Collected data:
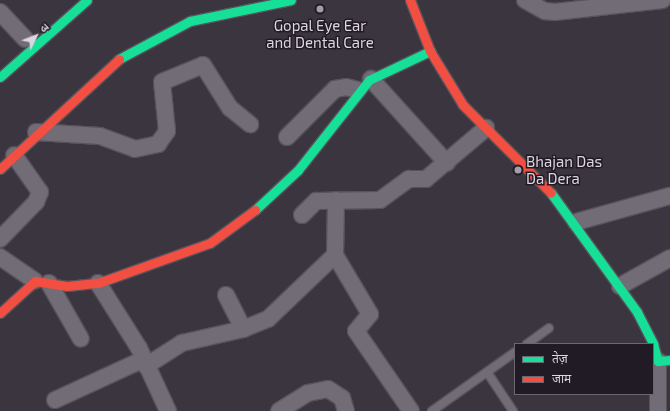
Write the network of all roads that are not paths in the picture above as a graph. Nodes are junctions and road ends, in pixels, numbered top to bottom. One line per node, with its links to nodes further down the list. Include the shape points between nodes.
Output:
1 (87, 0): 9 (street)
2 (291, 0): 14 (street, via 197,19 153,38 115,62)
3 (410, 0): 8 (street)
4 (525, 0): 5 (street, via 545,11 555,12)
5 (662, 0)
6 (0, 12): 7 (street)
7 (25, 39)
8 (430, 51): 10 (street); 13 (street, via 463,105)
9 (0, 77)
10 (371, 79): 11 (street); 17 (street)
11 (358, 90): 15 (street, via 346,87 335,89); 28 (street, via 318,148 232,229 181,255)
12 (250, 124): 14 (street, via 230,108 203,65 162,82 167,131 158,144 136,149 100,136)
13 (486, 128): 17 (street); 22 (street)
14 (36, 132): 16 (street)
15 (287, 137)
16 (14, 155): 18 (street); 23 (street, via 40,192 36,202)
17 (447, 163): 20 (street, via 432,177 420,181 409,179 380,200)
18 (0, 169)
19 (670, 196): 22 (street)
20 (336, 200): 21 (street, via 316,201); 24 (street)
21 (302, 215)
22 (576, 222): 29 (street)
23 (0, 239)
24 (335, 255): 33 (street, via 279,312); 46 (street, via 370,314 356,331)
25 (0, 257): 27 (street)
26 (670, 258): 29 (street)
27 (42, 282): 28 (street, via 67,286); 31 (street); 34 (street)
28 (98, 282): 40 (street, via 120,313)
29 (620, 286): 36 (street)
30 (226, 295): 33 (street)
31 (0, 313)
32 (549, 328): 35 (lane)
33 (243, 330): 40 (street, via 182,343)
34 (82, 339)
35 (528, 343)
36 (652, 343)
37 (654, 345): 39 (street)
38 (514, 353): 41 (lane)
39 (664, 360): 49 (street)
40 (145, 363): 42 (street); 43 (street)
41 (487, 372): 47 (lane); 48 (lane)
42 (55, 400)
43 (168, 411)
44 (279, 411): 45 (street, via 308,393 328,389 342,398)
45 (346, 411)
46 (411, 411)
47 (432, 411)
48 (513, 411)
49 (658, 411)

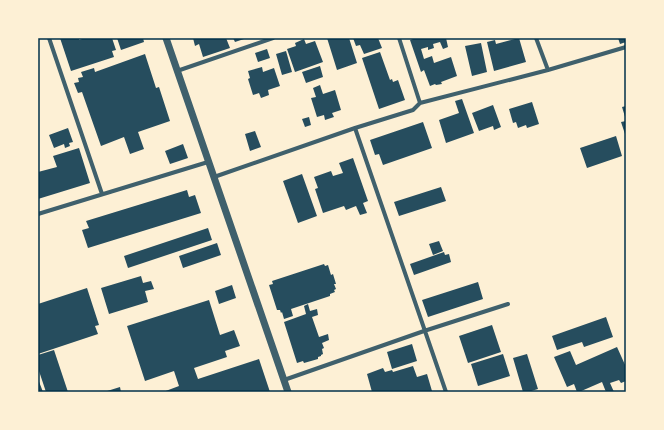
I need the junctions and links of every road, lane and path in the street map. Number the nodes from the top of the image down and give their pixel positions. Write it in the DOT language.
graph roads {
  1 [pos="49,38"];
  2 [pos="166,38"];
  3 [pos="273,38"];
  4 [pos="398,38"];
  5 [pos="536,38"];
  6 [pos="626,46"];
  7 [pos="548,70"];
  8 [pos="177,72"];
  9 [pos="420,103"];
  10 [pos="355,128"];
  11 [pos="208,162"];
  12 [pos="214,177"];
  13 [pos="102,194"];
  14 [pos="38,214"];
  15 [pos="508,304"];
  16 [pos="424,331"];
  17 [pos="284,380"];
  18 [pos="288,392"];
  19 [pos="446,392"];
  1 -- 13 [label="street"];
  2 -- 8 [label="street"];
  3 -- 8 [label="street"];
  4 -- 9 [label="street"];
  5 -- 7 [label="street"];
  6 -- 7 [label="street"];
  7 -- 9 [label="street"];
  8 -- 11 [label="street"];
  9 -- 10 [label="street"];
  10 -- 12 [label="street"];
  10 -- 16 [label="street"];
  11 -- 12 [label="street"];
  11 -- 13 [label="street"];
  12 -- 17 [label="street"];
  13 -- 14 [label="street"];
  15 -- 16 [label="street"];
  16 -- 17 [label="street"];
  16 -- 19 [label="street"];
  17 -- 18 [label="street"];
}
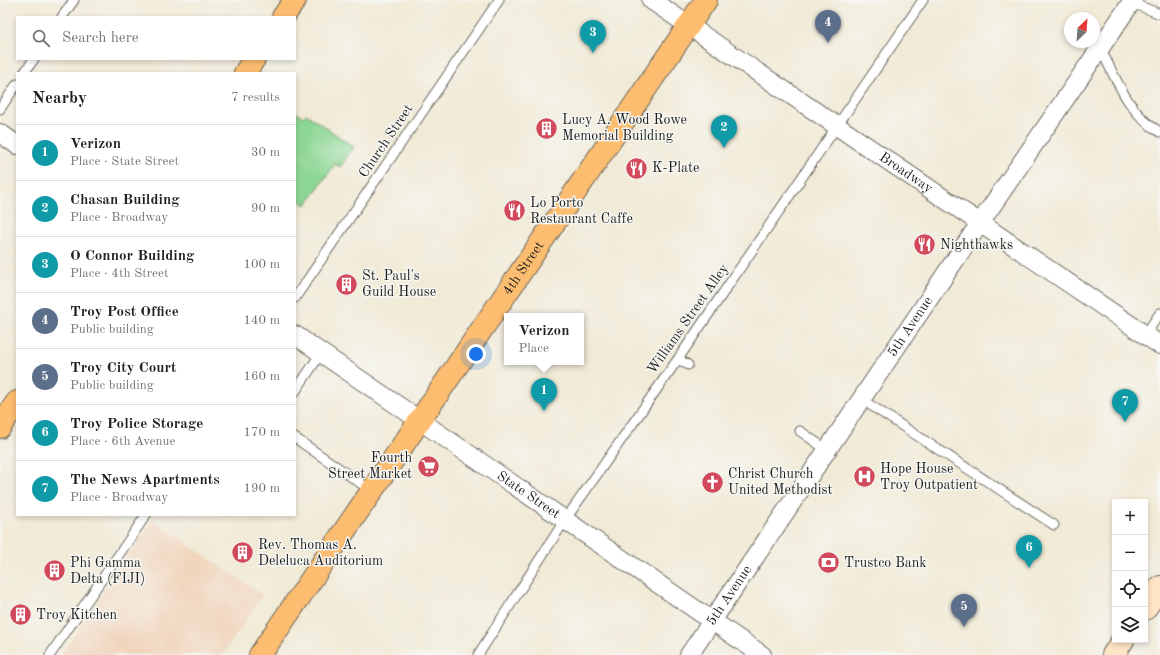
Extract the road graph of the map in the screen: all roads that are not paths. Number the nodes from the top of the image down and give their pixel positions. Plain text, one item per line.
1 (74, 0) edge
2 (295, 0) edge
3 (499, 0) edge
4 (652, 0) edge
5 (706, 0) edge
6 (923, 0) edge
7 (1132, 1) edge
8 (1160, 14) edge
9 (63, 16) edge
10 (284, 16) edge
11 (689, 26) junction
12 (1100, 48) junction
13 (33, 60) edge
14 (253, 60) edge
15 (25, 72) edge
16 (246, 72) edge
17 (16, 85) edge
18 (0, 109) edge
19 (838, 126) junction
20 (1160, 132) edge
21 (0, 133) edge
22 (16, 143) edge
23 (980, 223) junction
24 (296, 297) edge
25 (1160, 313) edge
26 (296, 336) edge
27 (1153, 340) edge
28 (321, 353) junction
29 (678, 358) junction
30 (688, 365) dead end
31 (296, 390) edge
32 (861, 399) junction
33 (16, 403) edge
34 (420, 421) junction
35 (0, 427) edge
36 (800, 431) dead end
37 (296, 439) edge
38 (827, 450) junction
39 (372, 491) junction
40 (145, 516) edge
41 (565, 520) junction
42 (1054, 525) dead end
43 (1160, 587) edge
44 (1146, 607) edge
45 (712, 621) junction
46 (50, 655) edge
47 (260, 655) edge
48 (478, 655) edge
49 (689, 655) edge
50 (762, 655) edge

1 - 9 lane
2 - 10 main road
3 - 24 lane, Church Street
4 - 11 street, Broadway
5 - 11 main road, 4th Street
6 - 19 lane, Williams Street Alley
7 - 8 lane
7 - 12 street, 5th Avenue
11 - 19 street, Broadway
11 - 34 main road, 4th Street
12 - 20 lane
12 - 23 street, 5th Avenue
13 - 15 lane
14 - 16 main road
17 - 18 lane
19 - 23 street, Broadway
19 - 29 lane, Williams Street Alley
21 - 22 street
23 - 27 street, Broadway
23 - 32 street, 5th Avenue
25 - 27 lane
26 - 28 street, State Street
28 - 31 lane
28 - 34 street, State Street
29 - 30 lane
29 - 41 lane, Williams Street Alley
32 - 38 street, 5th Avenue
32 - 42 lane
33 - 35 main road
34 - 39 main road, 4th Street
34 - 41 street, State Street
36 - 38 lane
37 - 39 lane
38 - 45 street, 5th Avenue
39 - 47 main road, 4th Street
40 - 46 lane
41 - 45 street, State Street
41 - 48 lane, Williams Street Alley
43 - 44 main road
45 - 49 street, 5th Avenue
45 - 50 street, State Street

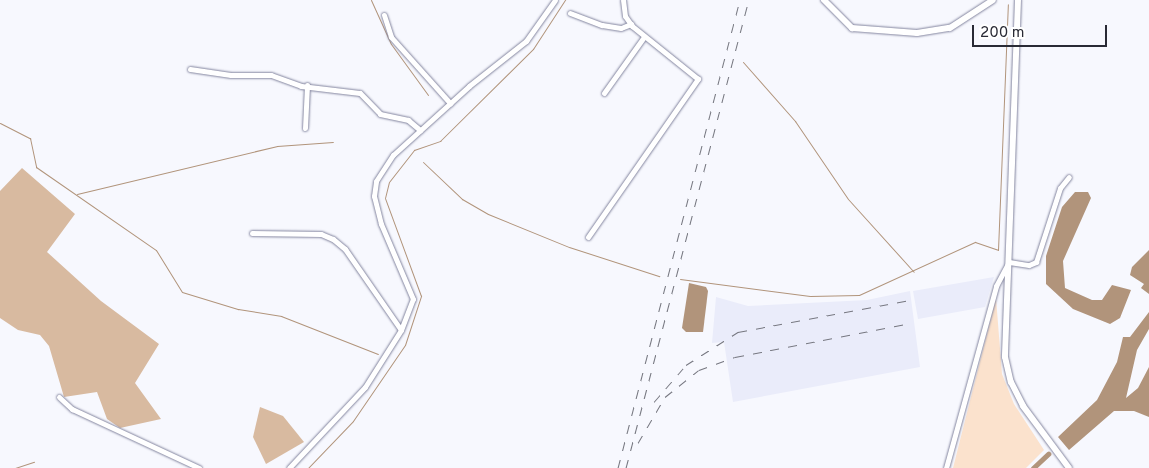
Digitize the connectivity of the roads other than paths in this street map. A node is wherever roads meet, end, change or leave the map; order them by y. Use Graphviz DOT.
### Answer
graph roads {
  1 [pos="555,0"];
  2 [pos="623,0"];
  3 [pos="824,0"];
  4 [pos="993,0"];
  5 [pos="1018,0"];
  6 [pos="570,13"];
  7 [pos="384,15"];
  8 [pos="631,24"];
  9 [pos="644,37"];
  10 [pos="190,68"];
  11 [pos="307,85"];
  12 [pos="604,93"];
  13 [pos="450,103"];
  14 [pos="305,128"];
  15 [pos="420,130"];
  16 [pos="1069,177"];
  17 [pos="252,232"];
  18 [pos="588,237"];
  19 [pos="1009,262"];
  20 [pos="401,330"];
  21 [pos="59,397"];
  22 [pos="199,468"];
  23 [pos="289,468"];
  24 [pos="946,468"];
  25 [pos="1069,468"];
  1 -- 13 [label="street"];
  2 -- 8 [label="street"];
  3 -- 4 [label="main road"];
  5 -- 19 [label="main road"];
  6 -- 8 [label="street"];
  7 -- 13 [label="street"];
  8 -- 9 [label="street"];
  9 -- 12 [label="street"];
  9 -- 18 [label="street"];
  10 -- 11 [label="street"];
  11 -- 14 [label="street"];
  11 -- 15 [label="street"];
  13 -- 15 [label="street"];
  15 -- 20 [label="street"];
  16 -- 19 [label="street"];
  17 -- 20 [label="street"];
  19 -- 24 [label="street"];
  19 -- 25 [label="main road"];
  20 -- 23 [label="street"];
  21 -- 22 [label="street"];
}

Task instructions:
Where in the entries above does the word "Alley" appear? Copy each line that has it.

Solution to this problem:
6 - 19 lane, Williams Street Alley
19 - 29 lane, Williams Street Alley
29 - 41 lane, Williams Street Alley
41 - 48 lane, Williams Street Alley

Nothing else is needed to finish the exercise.